Connaissez-vous Neige noire d’Hubert Aquin? J’aimerais vous partager un extrait de cette œuvre que je qualifie de majeure dans le portrait littéraire québécois. Sur la quatrième de couverture, il est mentionné :

Du voyage initiatique de Nicolas et de Sylvie vers le Svalbard au scénario à la fois écriture et lieu de méditation, Neige noire entrelace un discours philosophique sur la sexualité, la mort, le passage du temps, un discours littéraire qui fourmille d’allusions esthétiques du Moyen Âge et d’échos de Catulle, Nabokov, Borges et Nelligan, le tout sur fond de palimpseste de Hamlet et d’Ulysse.

Donc, j’ai décidé de vous présenter un extrait pour votre plus grand plaisir, je l’espère, et par le fait même, vous faire découvrir ou pas la plume de ce grand écrivain.

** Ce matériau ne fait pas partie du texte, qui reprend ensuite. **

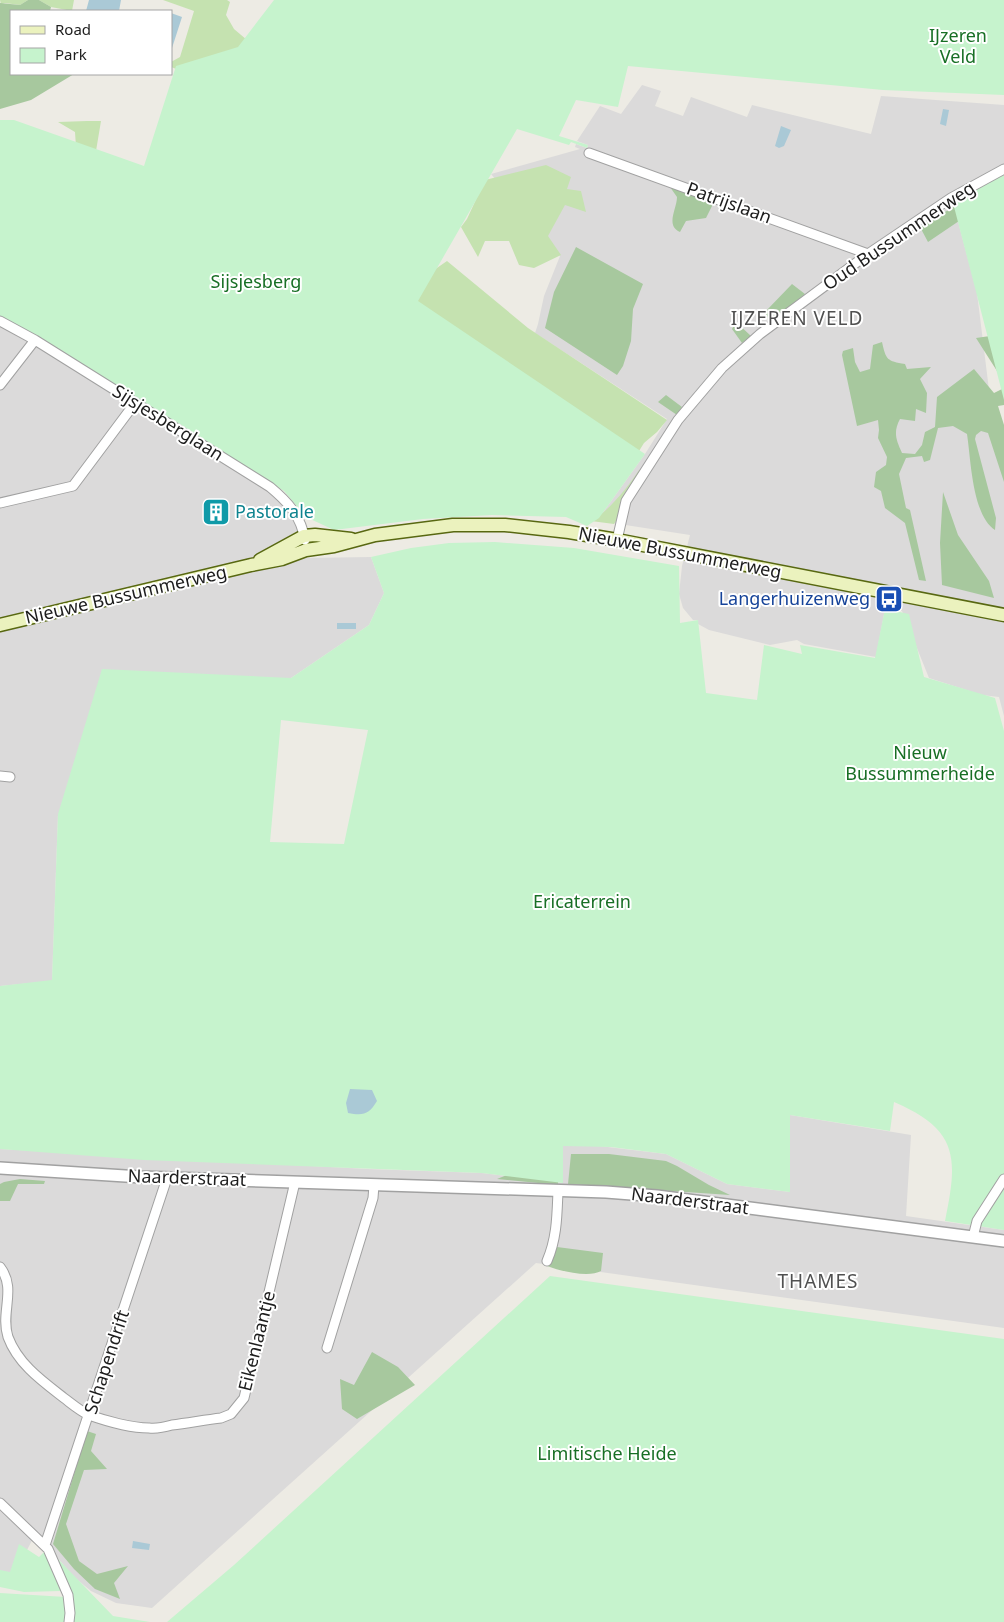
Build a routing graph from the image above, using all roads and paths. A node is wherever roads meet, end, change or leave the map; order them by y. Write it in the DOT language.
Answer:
graph roads {
  1 [pos="589,154"];
  2 [pos="1004,168"];
  3 [pos="868,254"];
  4 [pos="0,321"];
  5 [pos="36,340"];
  6 [pos="0,385"];
  7 [pos="135,403"];
  8 [pos="0,503"];
  9 [pos="304,536"];
  10 [pos="354,540"];
  11 [pos="617,540"];
  12 [pos="306,550"];
  13 [pos="251,565"];
  14 [pos="1004,615"];
  15 [pos="0,625"];
  16 [pos="0,776"];
  17 [pos="10,777"];
  18 [pos="0,1168"];
  19 [pos="167,1178"];
  20 [pos="1004,1179"];
  21 [pos="295,1182"];
  22 [pos="374,1185"];
  23 [pos="558,1191"];
  24 [pos="973,1237"];
  25 [pos="1004,1241"];
  26 [pos="547,1261"];
  27 [pos="0,1267"];
  28 [pos="2,1316"];
  29 [pos="327,1348"];
  30 [pos="89,1415"];
  31 [pos="0,1503"];
  32 [pos="46,1547"];
  33 [pos="69,1622"];
  1 -- 3 [label="street, Patrijslaan"];
  2 -- 3 [label="street, Oud Bussummerweg"];
  3 -- 11 [label="street, Oud Bussummerweg"];
  4 -- 5 [label="street, Sijsjesberglaan"];
  5 -- 6 [label="street"];
  5 -- 7 [label="street, Sijsjesberglaan"];
  7 -- 8 [label="street"];
  7 -- 9 [label="street, Sijsjesberglaan"];
  9 -- 10 [label="main road, Nieuwe Bussummerweg"];
  9 -- 12 [label="street, Sijsjesberglaan"];
  9 -- 13 [label="main road, Nieuwe Bussummerweg"];
  10 -- 11 [label="main road, Nieuwe Bussummerweg"];
  10 -- 12 [label="main road, Nieuwe Bussummerweg"];
  11 -- 14 [label="main road, Nieuwe Bussummerweg"];
  12 -- 13 [label="main road, Nieuwe Bussummerweg"];
  13 -- 15 [label="main road, Nieuwe Bussummerweg"];
  16 -- 17 [label="street"];
  18 -- 19 [label="street, Naarderstraat"];
  19 -- 21 [label="street, Naarderstraat"];
  19 -- 30 [label="street, Schapendrift"];
  20 -- 24 [label="street"];
  21 -- 22 [label="street, Naarderstraat"];
  21 -- 30 [label="street, Eikenlaantje"];
  22 -- 23 [label="street, Naarderstraat"];
  22 -- 29 [label="street"];
  23 -- 24 [label="street, Naarderstraat"];
  23 -- 26 [label="street"];
  24 -- 25 [label="street, Naarderstraat"];
  27 -- 28 [label="street"];
  28 -- 30 [label="street, Eikenlaantje"];
  30 -- 32 [label="street, Schapendrift"];
  31 -- 32 [label="street"];
  32 -- 33 [label="street"];
}
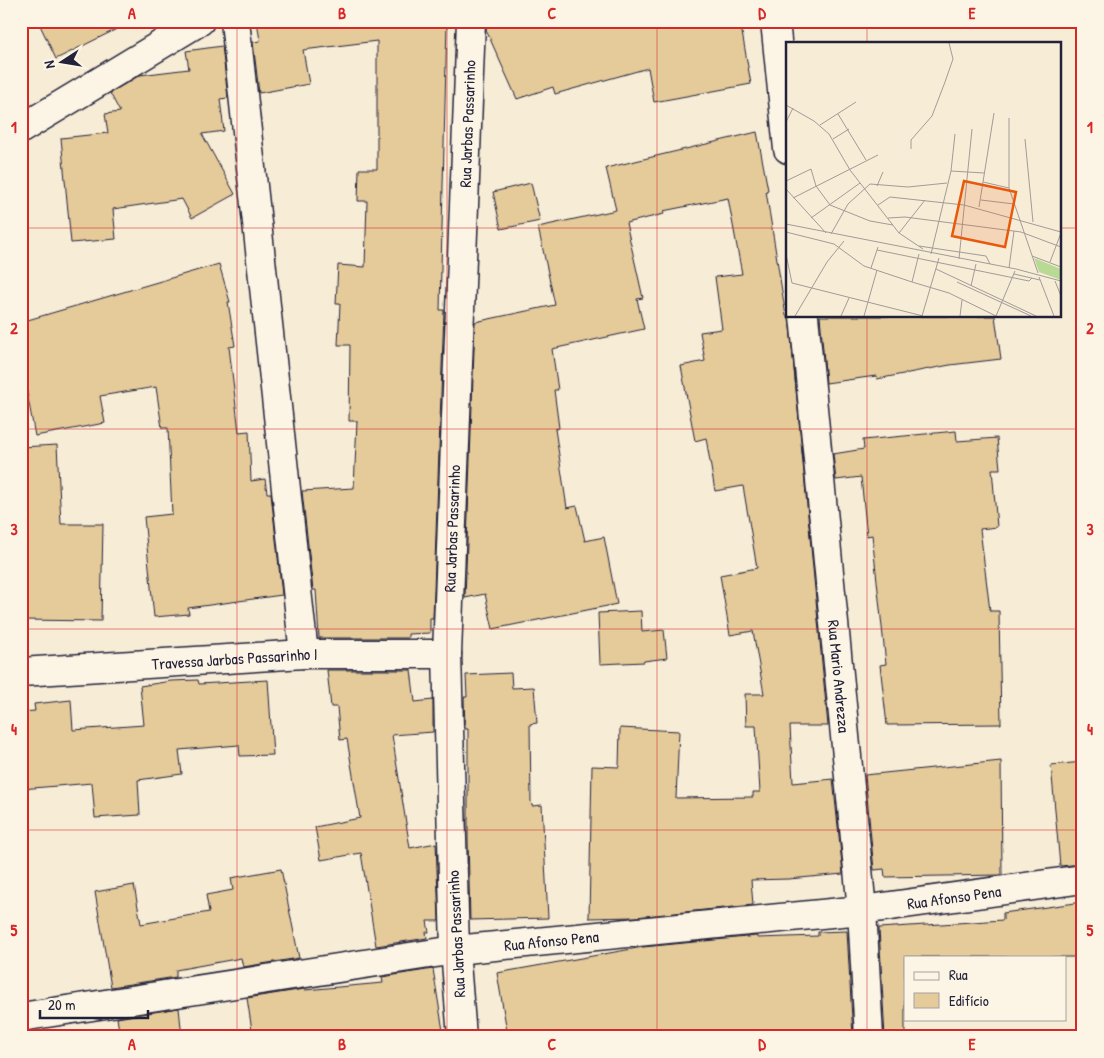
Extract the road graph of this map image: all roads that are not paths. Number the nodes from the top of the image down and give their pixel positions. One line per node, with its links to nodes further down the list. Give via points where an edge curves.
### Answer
1 (200, 21): 5 (street)
2 (235, 21): 8 (street)
3 (471, 21): 9 (street, Rua Jarbas Passarinho)
4 (775, 21): 6 (street)
5 (21, 129)
6 (786, 129)
7 (804, 318): 12 (street, Rua Mario Andrezza)
8 (304, 654): 9 (street, Travessa Jarbas Passarinho I); 10 (street, Travessa Jarbas Passarinho I)
9 (448, 654): 13 (street, Rua Jarbas Passarinho)
10 (21, 672)
11 (1083, 879): 12 (street, Rua Afonso Pena)
12 (862, 910): 13 (street, Rua Afonso Pena); 16 (street, Rua Mario Andrezza)
13 (456, 950): 14 (street, Rua Afonso Pena); 15 (street, Rua Jarbas Passarinho)
14 (21, 1017)
15 (462, 1037)
16 (869, 1037)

L’existence tout entière se déroule en bordure du temps et sur des vagues qui menacent de s’ouvrir, mais ne découvrent jamais plus que ce qu’un ventre consentant ne découvre à celui qui l’investit. Ce n’est pas le temps qui fuit, c’est l’être qui se dérobe; ce sont les autres qui fuient et semblent tous se fuir en marchant, faux prophètes, sur les eaux incassables de la mer de Barents. La peau de la personne aimée voile tout, même cette personne qu’on croit connaître parce qu’on a participé à un même délire d’obscuration et de plaisir. La cantate en miroir vient de se fracasser; ne subsistent, sous l’action dévastatrice du cogito cogitatem, que les tessons d’un miroir sans tain! Personne ne connaît personne, décidément…

Qui a déjà lu un roman d’Hubert Aquin? Qui connaît Neige noire?

Bien à vous,

Madame lit

Aquin, Hubert, Neige noire, Montréal : Leméac, 263 p.